Your instructions: Below are the records; copy exactly the stretch from the line containing "static void fillRect(SkCanvas*" through the line containing "static void drawPhoto(SkCanvas*", both ends included, and nothing else.

Exercise inputs:
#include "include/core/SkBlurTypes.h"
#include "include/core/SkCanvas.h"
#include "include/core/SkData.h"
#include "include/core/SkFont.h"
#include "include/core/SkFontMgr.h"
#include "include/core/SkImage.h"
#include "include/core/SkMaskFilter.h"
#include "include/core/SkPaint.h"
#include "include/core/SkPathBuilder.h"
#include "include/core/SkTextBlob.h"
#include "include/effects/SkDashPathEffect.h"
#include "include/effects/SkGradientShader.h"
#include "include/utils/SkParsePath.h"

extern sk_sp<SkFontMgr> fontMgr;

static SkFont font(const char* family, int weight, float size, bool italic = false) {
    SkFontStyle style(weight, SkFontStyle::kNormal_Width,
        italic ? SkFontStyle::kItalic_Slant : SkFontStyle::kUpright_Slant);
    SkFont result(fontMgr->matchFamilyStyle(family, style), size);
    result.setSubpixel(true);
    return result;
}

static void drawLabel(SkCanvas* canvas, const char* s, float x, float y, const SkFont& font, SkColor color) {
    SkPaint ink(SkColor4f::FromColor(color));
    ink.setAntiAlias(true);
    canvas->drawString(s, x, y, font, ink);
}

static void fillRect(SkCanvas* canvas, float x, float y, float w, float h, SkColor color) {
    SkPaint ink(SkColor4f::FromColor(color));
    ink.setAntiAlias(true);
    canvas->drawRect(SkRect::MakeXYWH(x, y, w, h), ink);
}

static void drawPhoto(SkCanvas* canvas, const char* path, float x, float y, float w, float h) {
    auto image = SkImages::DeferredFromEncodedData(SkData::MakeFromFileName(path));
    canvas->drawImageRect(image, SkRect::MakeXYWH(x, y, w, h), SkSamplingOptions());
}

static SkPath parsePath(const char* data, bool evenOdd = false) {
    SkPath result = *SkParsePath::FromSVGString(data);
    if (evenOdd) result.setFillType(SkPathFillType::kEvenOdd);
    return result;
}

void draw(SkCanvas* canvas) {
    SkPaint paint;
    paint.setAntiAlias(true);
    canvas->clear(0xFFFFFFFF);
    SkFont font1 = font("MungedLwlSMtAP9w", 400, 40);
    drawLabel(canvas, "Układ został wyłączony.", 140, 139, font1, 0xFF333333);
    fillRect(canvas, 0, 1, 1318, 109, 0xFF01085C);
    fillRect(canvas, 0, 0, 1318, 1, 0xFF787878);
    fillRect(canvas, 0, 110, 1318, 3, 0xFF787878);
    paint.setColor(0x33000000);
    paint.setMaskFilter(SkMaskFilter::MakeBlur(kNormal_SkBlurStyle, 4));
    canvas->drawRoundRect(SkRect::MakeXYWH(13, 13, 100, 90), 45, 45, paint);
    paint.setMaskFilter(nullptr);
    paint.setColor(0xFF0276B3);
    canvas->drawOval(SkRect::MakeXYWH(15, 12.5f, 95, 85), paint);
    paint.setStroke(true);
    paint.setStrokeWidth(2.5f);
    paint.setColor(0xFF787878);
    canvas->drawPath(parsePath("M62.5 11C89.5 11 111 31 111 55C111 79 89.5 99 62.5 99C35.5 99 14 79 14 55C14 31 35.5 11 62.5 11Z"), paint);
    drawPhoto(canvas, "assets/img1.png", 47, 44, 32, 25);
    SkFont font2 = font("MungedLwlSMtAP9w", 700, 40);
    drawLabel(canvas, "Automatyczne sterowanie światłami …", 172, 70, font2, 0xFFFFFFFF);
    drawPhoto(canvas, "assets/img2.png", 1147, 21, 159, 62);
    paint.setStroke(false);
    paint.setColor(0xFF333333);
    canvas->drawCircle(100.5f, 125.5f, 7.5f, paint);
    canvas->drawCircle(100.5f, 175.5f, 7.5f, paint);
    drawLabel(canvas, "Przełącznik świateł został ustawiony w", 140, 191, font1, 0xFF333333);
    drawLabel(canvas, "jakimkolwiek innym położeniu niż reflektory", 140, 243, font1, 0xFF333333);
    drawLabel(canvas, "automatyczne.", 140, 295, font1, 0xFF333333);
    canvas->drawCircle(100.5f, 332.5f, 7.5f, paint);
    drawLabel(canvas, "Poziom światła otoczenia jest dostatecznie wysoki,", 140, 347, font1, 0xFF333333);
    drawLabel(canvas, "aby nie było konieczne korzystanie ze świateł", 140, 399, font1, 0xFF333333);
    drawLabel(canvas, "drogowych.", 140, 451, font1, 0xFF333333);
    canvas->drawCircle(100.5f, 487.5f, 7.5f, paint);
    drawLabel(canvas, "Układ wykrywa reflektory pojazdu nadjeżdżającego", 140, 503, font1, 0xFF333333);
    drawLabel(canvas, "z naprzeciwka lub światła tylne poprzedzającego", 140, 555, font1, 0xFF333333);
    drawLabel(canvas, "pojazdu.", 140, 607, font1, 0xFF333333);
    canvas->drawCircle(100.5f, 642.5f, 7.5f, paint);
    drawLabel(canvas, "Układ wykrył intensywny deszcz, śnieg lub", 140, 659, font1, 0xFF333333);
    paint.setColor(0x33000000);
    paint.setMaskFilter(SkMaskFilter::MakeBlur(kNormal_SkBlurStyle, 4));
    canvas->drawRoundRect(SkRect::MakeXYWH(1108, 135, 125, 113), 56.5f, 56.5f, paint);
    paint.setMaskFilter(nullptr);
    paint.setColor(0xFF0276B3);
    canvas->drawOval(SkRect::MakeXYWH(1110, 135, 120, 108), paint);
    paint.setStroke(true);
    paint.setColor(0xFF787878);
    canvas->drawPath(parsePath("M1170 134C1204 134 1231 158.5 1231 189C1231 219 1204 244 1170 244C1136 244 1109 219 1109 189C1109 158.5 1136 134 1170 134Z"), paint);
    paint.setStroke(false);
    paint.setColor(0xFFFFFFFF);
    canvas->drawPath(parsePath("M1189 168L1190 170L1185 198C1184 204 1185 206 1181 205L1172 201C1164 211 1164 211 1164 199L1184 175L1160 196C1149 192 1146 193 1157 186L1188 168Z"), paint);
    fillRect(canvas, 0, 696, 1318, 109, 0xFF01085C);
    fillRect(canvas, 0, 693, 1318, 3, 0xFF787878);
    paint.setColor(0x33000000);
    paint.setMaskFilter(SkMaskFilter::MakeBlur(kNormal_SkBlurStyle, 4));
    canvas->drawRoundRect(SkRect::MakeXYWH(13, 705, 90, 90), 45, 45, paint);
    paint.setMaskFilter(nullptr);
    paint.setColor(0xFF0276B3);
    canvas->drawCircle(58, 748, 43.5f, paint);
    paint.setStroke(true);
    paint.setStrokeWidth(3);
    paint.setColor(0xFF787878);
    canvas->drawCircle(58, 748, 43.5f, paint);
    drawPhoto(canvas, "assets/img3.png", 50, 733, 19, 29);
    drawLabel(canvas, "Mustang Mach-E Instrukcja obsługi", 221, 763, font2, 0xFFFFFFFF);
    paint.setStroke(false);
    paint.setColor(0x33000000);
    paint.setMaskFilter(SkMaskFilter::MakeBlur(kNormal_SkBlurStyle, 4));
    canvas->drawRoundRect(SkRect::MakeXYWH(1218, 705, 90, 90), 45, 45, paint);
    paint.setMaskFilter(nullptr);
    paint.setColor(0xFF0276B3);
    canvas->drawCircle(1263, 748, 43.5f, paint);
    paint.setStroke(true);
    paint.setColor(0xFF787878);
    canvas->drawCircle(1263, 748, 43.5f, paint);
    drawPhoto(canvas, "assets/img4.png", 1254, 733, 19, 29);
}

...

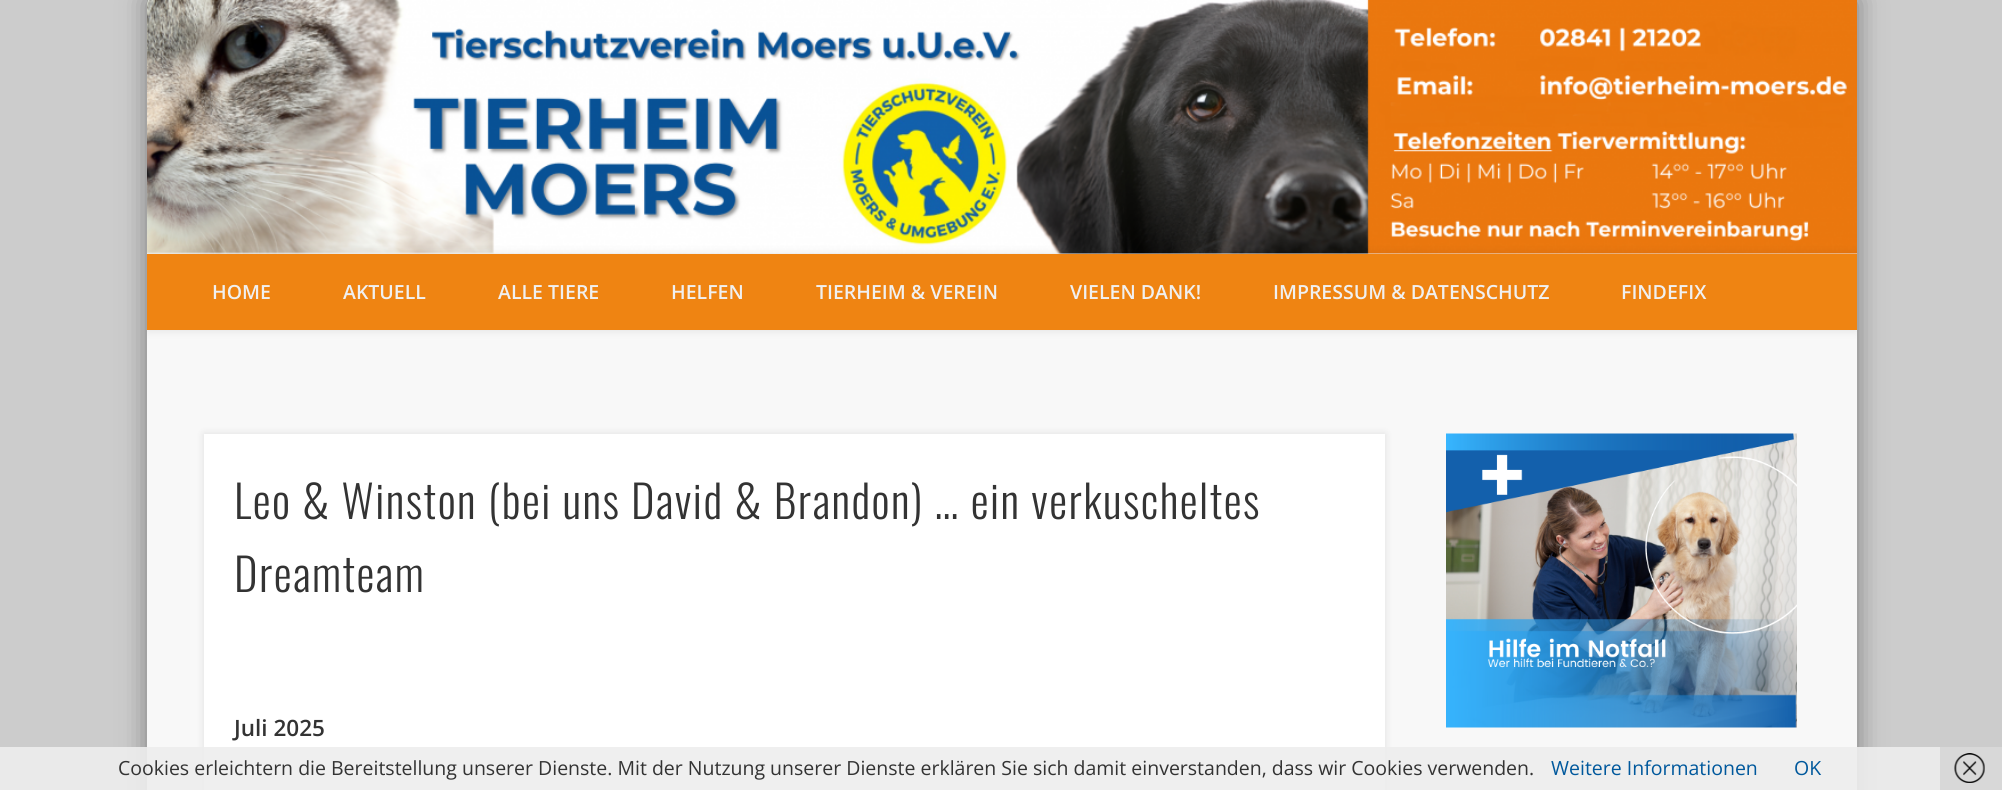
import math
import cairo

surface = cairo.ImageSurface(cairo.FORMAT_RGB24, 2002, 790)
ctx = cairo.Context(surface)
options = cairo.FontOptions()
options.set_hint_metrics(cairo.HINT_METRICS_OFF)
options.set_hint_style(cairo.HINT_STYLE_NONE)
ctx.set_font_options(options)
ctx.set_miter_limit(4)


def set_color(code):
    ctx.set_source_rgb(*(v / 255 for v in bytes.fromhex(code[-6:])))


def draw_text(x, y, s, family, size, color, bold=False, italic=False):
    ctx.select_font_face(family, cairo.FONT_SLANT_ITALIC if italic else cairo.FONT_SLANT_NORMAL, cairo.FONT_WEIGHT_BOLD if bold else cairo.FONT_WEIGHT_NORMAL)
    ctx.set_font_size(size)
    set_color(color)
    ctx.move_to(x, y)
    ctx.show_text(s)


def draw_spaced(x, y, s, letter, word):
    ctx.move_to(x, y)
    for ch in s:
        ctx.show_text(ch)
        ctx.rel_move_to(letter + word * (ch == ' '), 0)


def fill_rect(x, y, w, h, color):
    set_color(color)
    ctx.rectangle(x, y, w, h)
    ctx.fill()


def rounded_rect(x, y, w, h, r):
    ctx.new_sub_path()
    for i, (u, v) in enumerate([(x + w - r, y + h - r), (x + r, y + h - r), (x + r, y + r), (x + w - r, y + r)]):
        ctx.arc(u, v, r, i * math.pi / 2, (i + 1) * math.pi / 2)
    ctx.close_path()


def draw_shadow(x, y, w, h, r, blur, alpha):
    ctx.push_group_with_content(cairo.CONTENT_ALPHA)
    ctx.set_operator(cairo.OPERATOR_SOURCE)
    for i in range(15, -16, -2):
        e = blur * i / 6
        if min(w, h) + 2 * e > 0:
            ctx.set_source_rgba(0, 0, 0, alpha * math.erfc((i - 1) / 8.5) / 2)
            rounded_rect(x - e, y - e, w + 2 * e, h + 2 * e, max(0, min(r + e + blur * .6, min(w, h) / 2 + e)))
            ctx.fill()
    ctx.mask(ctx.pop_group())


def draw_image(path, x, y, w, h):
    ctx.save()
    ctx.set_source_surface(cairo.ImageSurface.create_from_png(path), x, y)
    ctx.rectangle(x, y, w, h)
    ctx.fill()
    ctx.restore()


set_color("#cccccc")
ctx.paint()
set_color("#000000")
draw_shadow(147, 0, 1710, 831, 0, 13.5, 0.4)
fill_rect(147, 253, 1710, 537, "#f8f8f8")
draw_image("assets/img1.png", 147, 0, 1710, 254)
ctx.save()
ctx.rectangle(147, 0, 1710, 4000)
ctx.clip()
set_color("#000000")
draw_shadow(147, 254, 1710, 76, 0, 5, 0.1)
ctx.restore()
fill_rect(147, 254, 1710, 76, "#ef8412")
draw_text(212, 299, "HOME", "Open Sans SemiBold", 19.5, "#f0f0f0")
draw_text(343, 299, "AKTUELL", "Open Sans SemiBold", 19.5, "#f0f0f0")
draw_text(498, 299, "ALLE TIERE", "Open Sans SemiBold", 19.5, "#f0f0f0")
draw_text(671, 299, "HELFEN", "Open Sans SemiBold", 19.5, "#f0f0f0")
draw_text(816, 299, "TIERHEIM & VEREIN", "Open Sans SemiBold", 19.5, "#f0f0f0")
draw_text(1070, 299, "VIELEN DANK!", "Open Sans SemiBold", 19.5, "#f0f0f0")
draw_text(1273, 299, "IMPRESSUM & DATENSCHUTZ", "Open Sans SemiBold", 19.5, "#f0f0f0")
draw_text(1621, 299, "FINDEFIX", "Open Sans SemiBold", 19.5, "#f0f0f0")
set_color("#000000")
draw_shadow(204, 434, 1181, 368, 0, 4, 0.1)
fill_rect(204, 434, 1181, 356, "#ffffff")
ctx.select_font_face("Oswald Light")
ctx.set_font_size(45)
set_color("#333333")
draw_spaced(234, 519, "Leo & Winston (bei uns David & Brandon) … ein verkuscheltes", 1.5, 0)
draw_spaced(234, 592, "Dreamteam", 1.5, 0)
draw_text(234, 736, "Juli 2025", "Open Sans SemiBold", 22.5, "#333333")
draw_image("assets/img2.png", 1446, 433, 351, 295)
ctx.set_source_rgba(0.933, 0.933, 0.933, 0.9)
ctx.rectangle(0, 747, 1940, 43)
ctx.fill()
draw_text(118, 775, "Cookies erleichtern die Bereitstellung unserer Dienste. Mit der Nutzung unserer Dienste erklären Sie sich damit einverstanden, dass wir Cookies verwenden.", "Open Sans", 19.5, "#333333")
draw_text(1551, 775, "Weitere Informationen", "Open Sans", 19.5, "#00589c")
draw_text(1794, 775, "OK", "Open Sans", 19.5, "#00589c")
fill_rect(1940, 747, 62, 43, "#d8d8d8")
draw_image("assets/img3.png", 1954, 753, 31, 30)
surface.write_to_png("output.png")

--

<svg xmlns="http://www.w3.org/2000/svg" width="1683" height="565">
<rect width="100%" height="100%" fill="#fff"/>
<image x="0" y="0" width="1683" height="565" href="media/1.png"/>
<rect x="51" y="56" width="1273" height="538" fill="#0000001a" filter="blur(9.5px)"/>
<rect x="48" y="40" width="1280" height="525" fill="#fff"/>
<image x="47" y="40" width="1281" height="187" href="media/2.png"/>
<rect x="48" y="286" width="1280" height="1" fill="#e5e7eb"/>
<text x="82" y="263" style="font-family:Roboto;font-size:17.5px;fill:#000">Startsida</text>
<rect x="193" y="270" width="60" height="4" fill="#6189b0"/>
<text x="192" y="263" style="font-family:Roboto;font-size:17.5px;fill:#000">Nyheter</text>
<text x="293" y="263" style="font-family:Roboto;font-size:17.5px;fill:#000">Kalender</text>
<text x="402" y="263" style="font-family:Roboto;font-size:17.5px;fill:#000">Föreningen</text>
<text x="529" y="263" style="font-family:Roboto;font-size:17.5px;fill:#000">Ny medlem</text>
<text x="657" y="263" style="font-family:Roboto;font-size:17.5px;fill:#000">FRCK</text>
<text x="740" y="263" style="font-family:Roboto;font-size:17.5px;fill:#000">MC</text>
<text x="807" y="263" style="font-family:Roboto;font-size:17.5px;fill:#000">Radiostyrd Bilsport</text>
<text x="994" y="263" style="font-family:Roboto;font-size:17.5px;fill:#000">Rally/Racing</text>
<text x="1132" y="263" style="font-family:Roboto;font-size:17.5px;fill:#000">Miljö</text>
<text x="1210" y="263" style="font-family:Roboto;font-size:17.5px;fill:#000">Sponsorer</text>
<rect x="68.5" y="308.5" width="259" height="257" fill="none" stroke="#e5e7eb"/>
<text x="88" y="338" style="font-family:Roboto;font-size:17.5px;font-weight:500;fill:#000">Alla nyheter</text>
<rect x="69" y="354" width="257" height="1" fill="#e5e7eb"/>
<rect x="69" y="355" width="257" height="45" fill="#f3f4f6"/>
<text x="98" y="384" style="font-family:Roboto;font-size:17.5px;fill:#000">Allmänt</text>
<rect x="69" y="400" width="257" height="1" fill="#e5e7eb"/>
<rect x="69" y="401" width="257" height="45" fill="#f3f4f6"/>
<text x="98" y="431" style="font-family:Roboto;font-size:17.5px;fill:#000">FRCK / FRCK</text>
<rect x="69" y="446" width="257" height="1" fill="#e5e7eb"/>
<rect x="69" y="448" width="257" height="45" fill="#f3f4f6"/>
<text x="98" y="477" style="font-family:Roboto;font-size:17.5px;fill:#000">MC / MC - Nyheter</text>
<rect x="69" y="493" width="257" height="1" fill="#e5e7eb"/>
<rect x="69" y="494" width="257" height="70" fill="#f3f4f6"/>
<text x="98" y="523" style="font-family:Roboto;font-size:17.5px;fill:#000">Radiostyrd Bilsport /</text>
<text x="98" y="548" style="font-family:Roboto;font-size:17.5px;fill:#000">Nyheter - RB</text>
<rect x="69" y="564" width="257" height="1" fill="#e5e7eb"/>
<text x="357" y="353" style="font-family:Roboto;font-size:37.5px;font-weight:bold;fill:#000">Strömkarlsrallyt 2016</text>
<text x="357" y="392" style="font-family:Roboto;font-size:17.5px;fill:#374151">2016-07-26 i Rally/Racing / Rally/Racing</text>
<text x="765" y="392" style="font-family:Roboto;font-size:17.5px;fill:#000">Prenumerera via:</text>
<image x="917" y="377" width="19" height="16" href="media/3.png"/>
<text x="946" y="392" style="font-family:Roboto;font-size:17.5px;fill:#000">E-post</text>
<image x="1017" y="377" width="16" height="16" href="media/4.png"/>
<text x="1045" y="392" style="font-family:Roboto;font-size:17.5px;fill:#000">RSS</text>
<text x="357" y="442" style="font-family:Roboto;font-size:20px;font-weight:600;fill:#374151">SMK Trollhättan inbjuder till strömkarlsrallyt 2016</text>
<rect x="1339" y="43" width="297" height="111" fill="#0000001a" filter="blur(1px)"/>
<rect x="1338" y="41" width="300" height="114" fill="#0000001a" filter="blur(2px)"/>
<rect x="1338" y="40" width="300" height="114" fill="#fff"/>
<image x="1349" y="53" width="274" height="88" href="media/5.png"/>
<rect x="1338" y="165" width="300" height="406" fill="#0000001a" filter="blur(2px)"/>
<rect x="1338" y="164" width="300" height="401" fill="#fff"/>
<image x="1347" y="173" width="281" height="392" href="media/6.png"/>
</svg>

Expected answer:
static void fillRect(SkCanvas* canvas, float x, float y, float w, float h, SkColor color) {
    SkPaint ink(SkColor4f::FromColor(color));
    ink.setAntiAlias(true);
    canvas->drawRect(SkRect::MakeXYWH(x, y, w, h), ink);
}

static void drawPhoto(SkCanvas* canvas, const char* path, float x, float y, float w, float h) {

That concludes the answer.